Il crée sa propre entreprise de distribution d’eau à Kédougou

A partir de l’observation minutieuse du milieu, un jeune malien profite des retombées de l’exploitation traditionnelle de l’or à Bantaco. Cette initiative lui  a permis de trouver un emploi et de satisfaire à ses besoins.

L’eau est indispensable à la vie.
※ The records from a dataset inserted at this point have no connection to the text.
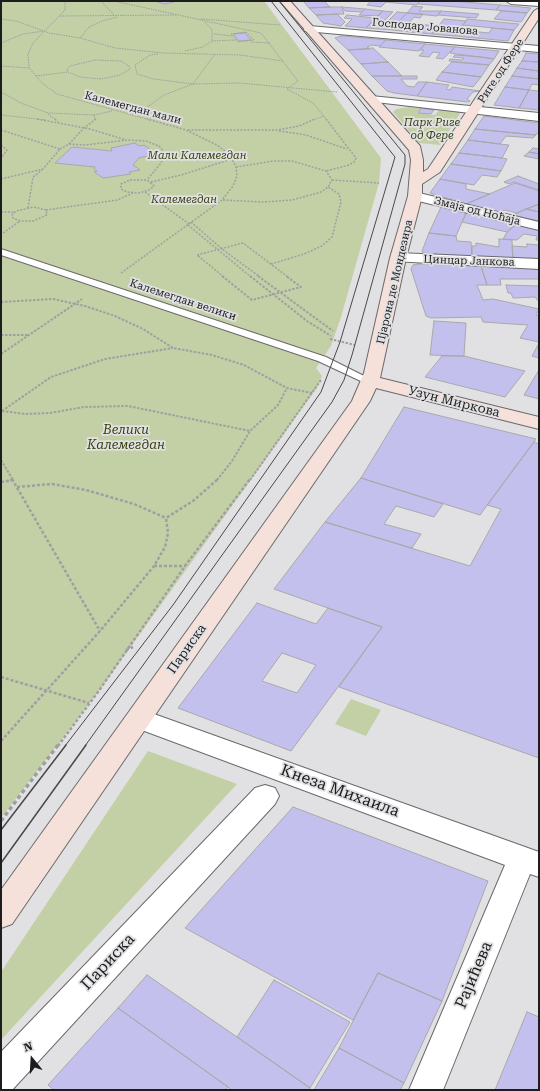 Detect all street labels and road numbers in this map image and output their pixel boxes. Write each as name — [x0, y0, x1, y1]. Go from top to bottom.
street label: Господар Јованова — [371, 16, 479, 38]
street label: Риге од Фере — [475, 36, 527, 106]
street label: Калемегдан мали — [83, 89, 183, 127]
street label: Змаја од Ноћаја — [432, 194, 522, 228]
street label: Пјарона де Мондезира — [374, 218, 416, 346]
street label: Цинцар Јанкова — [423, 253, 515, 269]
street label: Калемегдан велики — [128, 277, 238, 323]
street label: Узун Миркова — [407, 383, 501, 421]
street label: Париска — [164, 621, 210, 677]
street label: Кнеза Михаила — [278, 761, 402, 821]
street label: Париска — [77, 930, 139, 994]
street label: Рајићева — [451, 939, 497, 1011] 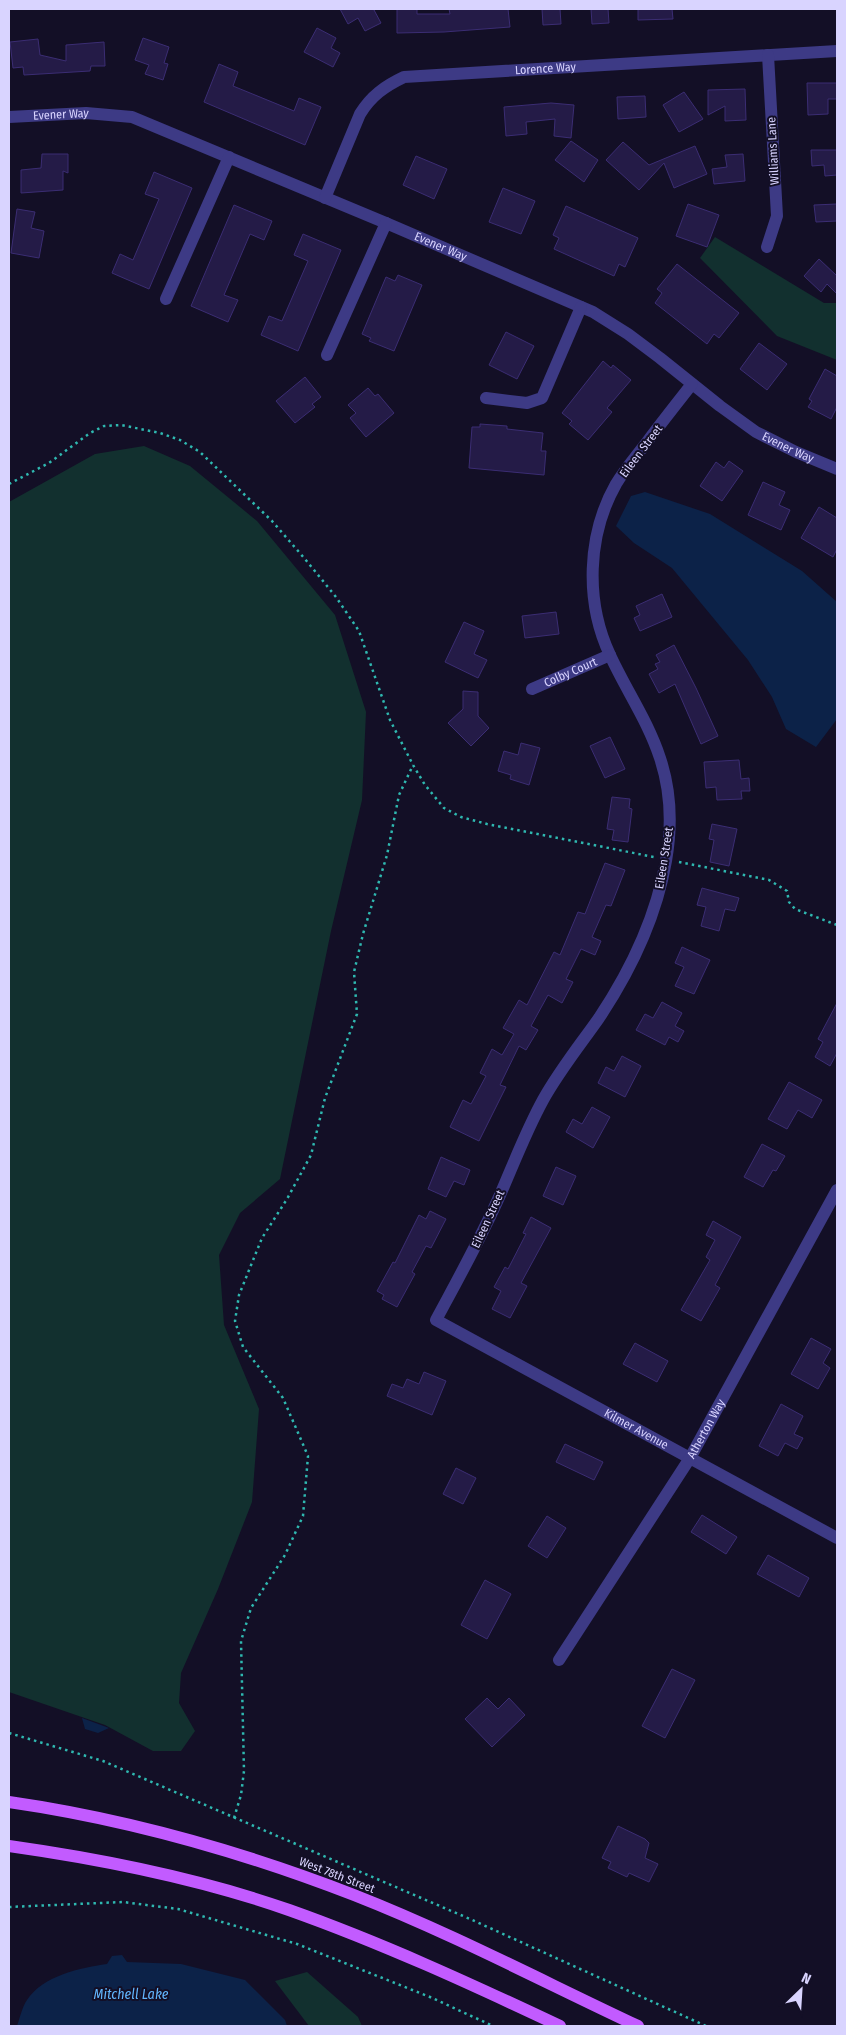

Sans eau, l’exploitation (industrielle ou traditionnelle) de l’or ne saurait être ni possible ni rentable. C’est pourquoi, dans les sites d’orpaillage, le besoin en eau a incité certains orpailleurs à imaginer des techniques d’approvisionnement en vue de satisfaire à la demande. C’est le cas d’Ibrahima Traoré, jeune ressortissant malien établi à Bantaco.

« A mon arrivée, j’ai constaté que les orpailleurs souffraient pour avoir accès à l’eau, liquide précieux nécessaire dans le processus de traitement des roches supposées contenir des pépites d’or. Des jeunes gens se rendaient jusqu’au fleuve pour s’approvisionner en eau. Il y a eu beaucoup de décès par noyade.  C’est  pour alléger ce travail et réduire les risques que j’ai pris cette initiative en créant des canalisations pour drainer l’eau du fleuve jusqu’à proximité des habitations » a confié Ibrahima Traoré

eau bantaco 1

La distance et les risques étant réduits, Ibrahima Traoré a créé un système simple pour  assurer l’approvisionnement en eau des orpailleurs. En file indienne, des jeunes porte-faix s’occupent du reste.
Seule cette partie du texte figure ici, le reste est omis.